Wind knocked out of the fight against crime
Johnny de Lange has always been able to throw a mean punch. Ask fellow MP Manie Schoeman, who was on the receiving end of De Lange's fistic rage in the national assembly a couple of years ago, during a lively parliamentary debate which no doubt got out of control.
The two MPs disrupted what was a quiet early evening and exchanged blows.
The punch-up took place when De Lange was chairperson of Parliament's Justice Committee. He has since been promoted to the rank of deputy minister, where he deputises for justice minister Brigitte Mabandla.
It was in this new capacity that De Lange threw a punch of a different kind this week. He not only jabbed, but threw a hell of a haymaker to flatten government and what it has stood for in the past 14 years.
At a media briefing De Lange said a lot of things.
Of course he rambled on about the achievements that the government, in particular the justice cluster on which he serves, had done very well in delivering justice to you and I.
He did, however, make a huge concession. And that concession is the killer punch from someone who would have been expected to do the opposite.
For years we have been told that the criminal justice system was working very well. We were told that there were problems in certain areas, that these problems were receiving the required attention and that very soon criminals would have no place to hide.
Enter De Lange on August 13, 2008.
The criminal justice system, he told journalists, was unacceptably dysfunctional and fragmented. De Lange said crime statistics, on which government spends millions so that we can measure whether crime is going up or down, were unreliable. He said the statistics do not reflect the true situation in our country.
Wow! Can you believe this is coming from the mouth of a senior ANC member and not from the opposition ranks? Simply incredible.
De Lange said a huge number of crime cases went unreported because South Africans had lost confidence in the justice system.
He said most crimes were not resolved by, among other things, the inability by our police to manage crime scenes and execute proper forensic investigations.
I suspect that De Lange felt good, as everyone should when they tell the truth, when he shared his inner feelings with members of the public.
I also suspect he spent a big chunk of Thursday fielding calls from perplexed comrades who would want to understand why he could sit there and say that after trying for 14 years, the government had failed to deliver a credible criminal justice system to the people of South Africa.

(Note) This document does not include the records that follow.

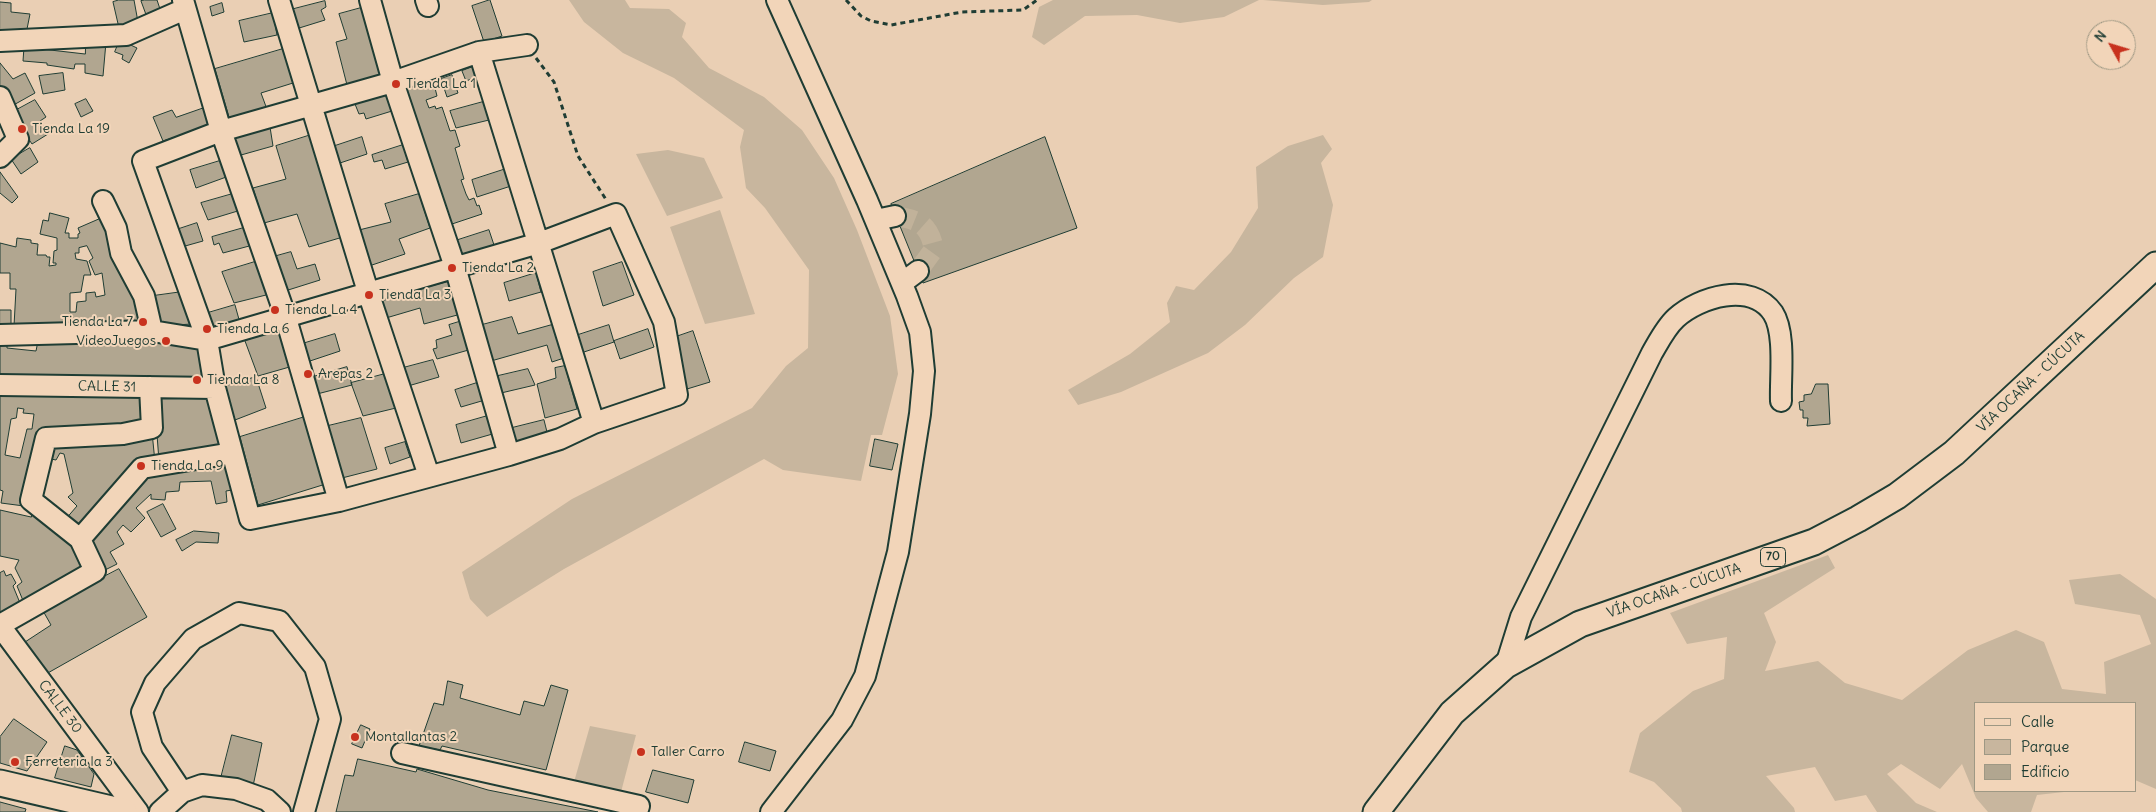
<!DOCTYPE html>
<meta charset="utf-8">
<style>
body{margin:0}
#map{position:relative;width:2156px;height:812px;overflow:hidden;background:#eacfb4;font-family:Delius,sans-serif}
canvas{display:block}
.legend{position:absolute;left:1974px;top:702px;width:162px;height:90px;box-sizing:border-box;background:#f2d5b9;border:1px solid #9e9884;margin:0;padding:6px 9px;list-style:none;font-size:15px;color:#1f3d34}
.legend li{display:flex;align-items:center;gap:10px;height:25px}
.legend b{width:25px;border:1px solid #9e9884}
.north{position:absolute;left:2086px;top:20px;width:50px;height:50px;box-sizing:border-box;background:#f2d5b9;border:1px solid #9e9884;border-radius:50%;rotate:309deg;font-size:14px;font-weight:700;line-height:20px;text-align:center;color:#1f3d34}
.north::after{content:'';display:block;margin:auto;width:18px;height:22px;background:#c8321e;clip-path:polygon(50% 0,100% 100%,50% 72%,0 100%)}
</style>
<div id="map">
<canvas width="2156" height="812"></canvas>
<ul class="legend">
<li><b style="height:6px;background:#f2d5b9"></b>Calle</li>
<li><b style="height:14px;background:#c8b69e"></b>Parque</li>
<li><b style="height:14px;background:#b1a690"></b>Edificio</li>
</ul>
<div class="north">N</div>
</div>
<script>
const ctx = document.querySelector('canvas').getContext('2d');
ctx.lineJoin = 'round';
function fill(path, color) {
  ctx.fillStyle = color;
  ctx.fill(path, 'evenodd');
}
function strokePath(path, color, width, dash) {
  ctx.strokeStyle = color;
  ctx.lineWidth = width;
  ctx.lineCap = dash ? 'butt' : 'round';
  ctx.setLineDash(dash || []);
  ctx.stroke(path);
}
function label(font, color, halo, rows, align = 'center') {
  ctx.font = font + ' Delius,sans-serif';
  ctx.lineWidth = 4;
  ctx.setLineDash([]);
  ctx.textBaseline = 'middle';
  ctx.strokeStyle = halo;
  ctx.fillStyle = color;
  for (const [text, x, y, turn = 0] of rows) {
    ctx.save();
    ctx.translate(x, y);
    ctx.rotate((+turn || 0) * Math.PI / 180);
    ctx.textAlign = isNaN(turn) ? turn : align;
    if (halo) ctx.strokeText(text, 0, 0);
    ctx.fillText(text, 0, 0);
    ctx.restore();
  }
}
const green = new Path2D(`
 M569,0H625L630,8L669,9L686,23L682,37L709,68L764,97L802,130L834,178L857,230L890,316L898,374L882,435H871L861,481L783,470L764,459L564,569L487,617L470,599L462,572L572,499L752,408L786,366L808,348L809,270L765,208L746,188L740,147L744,130L674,78L623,53L584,22Z
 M1053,0H1259L1224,17L1180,23L1137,15L1085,16L1044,45L1032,37L1039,7Z
 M1263,0H1372L1369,2L1323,5Z
 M1323,135L1332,149L1321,163L1333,205L1323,257L1294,278L1245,325L1208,353L1121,392L1078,405L1068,390L1130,354L1170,322L1167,303L1176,286L1194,290L1231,252L1258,208L1256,167L1288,146Z
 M668,150L704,158L723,198L667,216L636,154Z
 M720,210L755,314L705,324L670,227Z
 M1828,555L1835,568L1764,613L1776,642L1765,671L1818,661L1845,683L1902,700L1968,650L2016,630L2044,642L2062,689L2106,694L2104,662L2151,644L2140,615L2075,604L2069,580L2120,574L2156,599V789L2135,780V703H1975V791H2073L2037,795L2031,812H1988L1976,798L1962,764L1940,789L1901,764L1887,774L1916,803L1937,812H1877L1866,795L1835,801L1815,767L1766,776L1794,808L1795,812H1682L1681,808L1654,782L1629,772L1640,733L1693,691L1724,679L1727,637L1687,644L1670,613Z
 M590,726L636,735L621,792L574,782Z`);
const building = new Path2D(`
 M119,0H134L138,22L119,28L113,2Z
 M145,0H157L162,15L148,20L141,1Z
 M490,0L502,36L484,42L472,6Z
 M325,1L326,7L321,10L325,20L296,29L290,10Z
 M0,2L11,3V12L30,14L26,34L0,33Z
 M222,3L224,12L212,16L210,7Z
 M361,8L384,75L347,85L336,42L347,39L339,14Z
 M273,13L277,35L244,42L239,21Z
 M120,40L137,48L129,63L122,59L123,55L115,52Z
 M86,41L106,42L103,76L85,73V64H75L74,69L47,65V63L23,61L24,47L85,54Z
 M283,49L293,83L261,93L268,112L231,124L215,69Z
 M0,63L13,79L25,73L35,93L10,107L0,92Z
 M473,67L477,77L466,81L462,71Z
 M63,73L65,90L43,94L39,76Z
 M452,75L458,93L447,97L441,79Z
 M433,80L437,96L426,100L429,108L435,106L436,109L442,107L450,131L455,130L460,146L455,148L464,179L461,180L466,194L469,200L474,198L477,206L479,205L482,214L449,225L411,107L412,106L409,96H407L405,89Z
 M386,94L392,111L366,119L364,113L359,114L355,104Z
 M86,99L93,111L81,117L75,104Z
 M35,100L46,117L40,121L48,134L32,144L11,113Z
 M483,102L489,120L456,128L450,111Z
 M207,107L212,125L163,141L153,117L172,110L176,117Z
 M270,127L273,146L241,155L234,136Z
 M311,135L343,237L309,247L297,214L264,223L253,188L286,179L276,146Z
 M362,137L367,154L337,164L332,147Z
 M1045,137L1077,228L923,283L891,204Z
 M403,145L408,162L385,169L382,160L374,162L372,155Z
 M30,148L38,162L21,174L11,159Z
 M223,160L229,176L196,188L190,170Z
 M506,169L511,186L477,197L472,180Z
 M0,172L18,197L12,203L0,193Z
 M236,193L241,210L208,220L201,203Z
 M419,194L430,228L399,239L405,254L369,266L359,230L391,222L385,204Z
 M50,213L69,218L65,233H69V238H78V234L80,233L78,228L101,218L130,282L143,322L14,326L16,289H10V273H0V243L16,247L17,238L31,240V243L38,244L37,255H46L47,257H50L49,266L56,265V263H53L54,251L57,250V238L40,234L43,220L48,221ZM87,246L93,258L89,261L95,275L102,273L105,295L96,297L95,292L86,293V301L77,302L76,312H70V293L81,292L84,275H91L87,261L76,259L75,253H79V248Z
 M197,223L203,241L178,248L173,231Z
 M247,227L253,245L223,253L219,243L214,245L212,237Z
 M489,230L495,248L460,258L455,241Z
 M291,252L297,269L315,264L320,280L285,291L273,257Z
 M258,261L270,294L234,303L222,272Z
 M622,262L634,295L603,306L593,272Z
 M536,273L541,292L509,301L504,283Z
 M451,281L461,314L424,324L420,308L386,318L381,300Z
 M182,292L192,324L160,326L153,296Z
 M235,305L240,323L207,329L201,315Z
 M0,310H11V327L0,328Z
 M512,317L518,334L554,324L564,358L552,362L547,345L491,361L482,325Z
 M462,321L472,349L437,359L433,349L437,348L436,340L452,335L449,325Z
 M609,325L614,342L581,353L575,336Z
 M280,329L293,366L258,376L245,341Z
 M648,329L654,347L620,359L614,341Z
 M693,331L710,382L687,389L670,339Z
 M335,334L340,351L307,362L302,344Z
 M143,340L200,342L203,380L0,378V342H7V348L36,351L38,341Z
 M433,360L439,377L408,386L403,368Z
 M565,366L577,409L545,418L537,384L556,378L555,368Z
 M347,367L352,385L317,394L313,377Z
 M528,369L535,385L501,393L498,376Z
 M385,374L396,408L363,416L351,383Z
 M256,377L266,408L235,420L223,387Z
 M480,382L485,400L461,407L455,390Z
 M1816,384H1828L1830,424L1807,426L1808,418H1803V410H1800L1799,402L1804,401V395L1811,394Z
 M147,393L148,423L45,432L24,506L1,503L3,491L0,490V394ZM18,408L24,409L23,413L34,414L32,429H27L20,458L5,455L11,419L16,418Z
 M211,394L218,421L221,451L159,461L154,395Z
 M491,415L496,433L461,443L456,425Z
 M308,416L329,483L258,505L240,437Z
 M361,418L377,469L342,478L328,426Z
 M544,420L548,436L515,444L512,428Z
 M152,432L155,462L79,533L64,521L77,506L68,497L73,493L64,454L60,453L56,460L51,459L47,442Z
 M875,439L898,444L892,470L870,466Z
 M405,442L410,457L390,464L385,448Z
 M223,458L232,490L226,491L227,502L216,504L211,481L180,482L179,491L166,492L165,500L151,499V494L136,508L145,518L131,532L123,525L117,532L124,544L110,552L117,564L105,570L89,534L145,473Z
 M163,504L176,529L161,537L147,512Z
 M33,507L77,543L87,563L77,574L24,603L17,586L22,582L15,568L19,560L0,556V510L31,517Z
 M194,531L219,533L218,543L196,542L182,551L176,540Z
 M119,569L147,617L46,674L25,642L51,625L42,609Z
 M4,571L6,576L11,574L16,583L13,586L20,603L0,613V573Z
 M448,681L463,685L460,698L520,715L524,701L544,706L551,685L568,690L546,770L442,746L440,750L419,746L434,703L443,705Z
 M14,719L47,742L27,771L0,763V737Z
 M361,725L370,729L362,748L352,744Z
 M232,735L262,743L252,791L220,782Z
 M745,742L776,751L770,771L739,762Z
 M65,746L77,750L94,774L91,787L55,778Z
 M358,759L416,772L417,769L488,790L598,812H336L345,775L353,776Z
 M653,770L694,780L688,803L646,792Z
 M0,802L26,809L25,812H0Z`);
const minorTunnel = new Path2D(`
 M895,216C919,220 929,224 934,249L918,271`);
const path = new Path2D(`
 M846,0L861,16L871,21L891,25L962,12L1023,10L1037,0
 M536,58L554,82L578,156L607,201`);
const minor = new Path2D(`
 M183,0L221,131L285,315L339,501
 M279,0L369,295L429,476
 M370,0L393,82L455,267L509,455
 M426,0L428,6
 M0,41L126,35L185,9
 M479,52L594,423
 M0,97L18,139L0,157
 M103,201L116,228L121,253L144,296L152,331
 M876,220L895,216
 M902,283L918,271
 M0,335L152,331L207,340L539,243L616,214L664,322L677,395L594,423L560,439L509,455L339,501L250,519L215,388L207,340L143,161L221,131L393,82L479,52L527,45
 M0,385L215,388
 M80,539L31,500L46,438L123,434L152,428L150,387
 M0,625L95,571L80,539L142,468L232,453
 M0,626L138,812
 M1506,665L1521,617L1652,353C1659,341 1666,327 1676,318C1699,297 1751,281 1773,313C1786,333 1780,378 1781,401
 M402,753L639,806L637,812
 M182,792L152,747L142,712L155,683L193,639L239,613L279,621L315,667L330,719L304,812
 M160,812L182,792L202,785L236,789L267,800L280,812
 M771,812L842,720L865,676L898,552L920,414L924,371L920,332L907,296L867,200L777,0`);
const major = new Path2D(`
 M0,783L124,812
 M1376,812L1452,713L1506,665L1580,624L1814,542L1858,519L1897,496L1954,453L2156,265`);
const markers = [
 [396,84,5,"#c8321e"],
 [22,129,5,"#c8321e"],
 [452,268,5,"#c8321e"],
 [369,295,5,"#c8321e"],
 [275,310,5,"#c8321e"],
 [143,322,5,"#c8321e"],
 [207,329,5,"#c8321e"],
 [166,341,5,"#c8321e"],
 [308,374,5,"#c8321e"],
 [197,380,5,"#c8321e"],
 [141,466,5,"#c8321e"],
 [355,737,5,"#c8321e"],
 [641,752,5,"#c8321e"],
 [15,762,5,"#c8321e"]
];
const shields = [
 [1773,557,25]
];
const shieldNames = [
 ["70",1773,557]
];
const poiNames = [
 ["Tienda La 1",406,84],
 ["Tienda La 19",32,129],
 ["Tienda La 2",462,268],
 ["Tienda La 3",379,295],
 ["Tienda La 4",285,310],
 ["Tienda La 7",133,322,"right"],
 ["Tienda La 6",217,329],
 ["VideoJuegos",156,341,"right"],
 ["Arepas 2",318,374],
 ["Tienda La 8",207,380],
 ["Tienda La 9",151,466],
 ["Montallantas 2",365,737],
 ["Taller Carro",651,752],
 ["Ferreteria la 3",25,762]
];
const streetNames = [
 ["VÍA OCAÑA - CÚCUTA",2031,382,-43],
 ["CALLE 31",107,387,1],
 ["VÍA OCAÑA - CÚCUTA",1674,591,-19],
 ["CALLE 30",60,707,53]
];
fill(green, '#c8b69e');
fill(building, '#b1a690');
strokePath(building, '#1f3d34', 1);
strokePath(minorTunnel, '#c1b29a', 20, [20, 10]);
strokePath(minor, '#1f3d34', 24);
strokePath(major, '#1f3d34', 29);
strokePath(path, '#1f3d34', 3, [5, 4]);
strokePath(minor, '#f2d5b9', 20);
strokePath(major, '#f2d5b9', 25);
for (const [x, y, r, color] of markers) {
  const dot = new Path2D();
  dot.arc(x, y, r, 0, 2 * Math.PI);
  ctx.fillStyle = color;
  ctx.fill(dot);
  strokePath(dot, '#f2d5b9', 2);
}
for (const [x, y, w] of shields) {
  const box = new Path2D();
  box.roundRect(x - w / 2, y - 9.5, w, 19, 4);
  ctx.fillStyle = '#f2d5b9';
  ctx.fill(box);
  strokePath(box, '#1f3d34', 1);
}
label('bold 12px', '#1f3d34', null, shieldNames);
label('14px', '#1f3d34', '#f2d5b9', poiNames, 'left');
label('14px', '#1f3d34', '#f2d5b9', streetNames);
</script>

I suspected De Lange would also blame the media. It is always easy to blame the hacks. I thought he would argue that he was quoted out of context or that the story was not balanced.
That is what politicians do. They say something in public and when the effect of what they said starts to hit home, they start looking for excuses.
There will be ordinary South Africans who will not only be amazed at De Lange's frankness, but also surprised that there is a politician who can call a spade a spade and not a garden tool.
These will be people who will not be pessimistic but hopeful that once the big admission has been made, the big punch thrown, a solution will be found. And it must be found soon.
To his credit, De Lange also mentioned that task teams have been formed to address the problems and transform the system. Billions of rands will be spent on the projects.
However, I bet this is not what he will be remembered for. We only remember then correctional services minister Sipho Mzimela because he shocked his fellow Inkatha Freedom Party MPs and said matter-of-factly that the ANC would rule forever.
There was laughter and applause from the ANC benches and surprise and shocked faces on the IFP benches.
Mzimela's statement was a blow, coming from someone whose job as an opposition MP, was to unseat the ANC.
What about former Scorpions boss Leonard McCarthy, who went to parliament and stated that the successes of the Scorpions, the elite unit whose existence is now threatened, were overstated?
As I said, De Lange has always been able to throw mean punches, but this time, he surpassed himself.
Perhaps it does not matter because the current government has less than nine months left in office.
Anyway, thanks Johnny for the truth.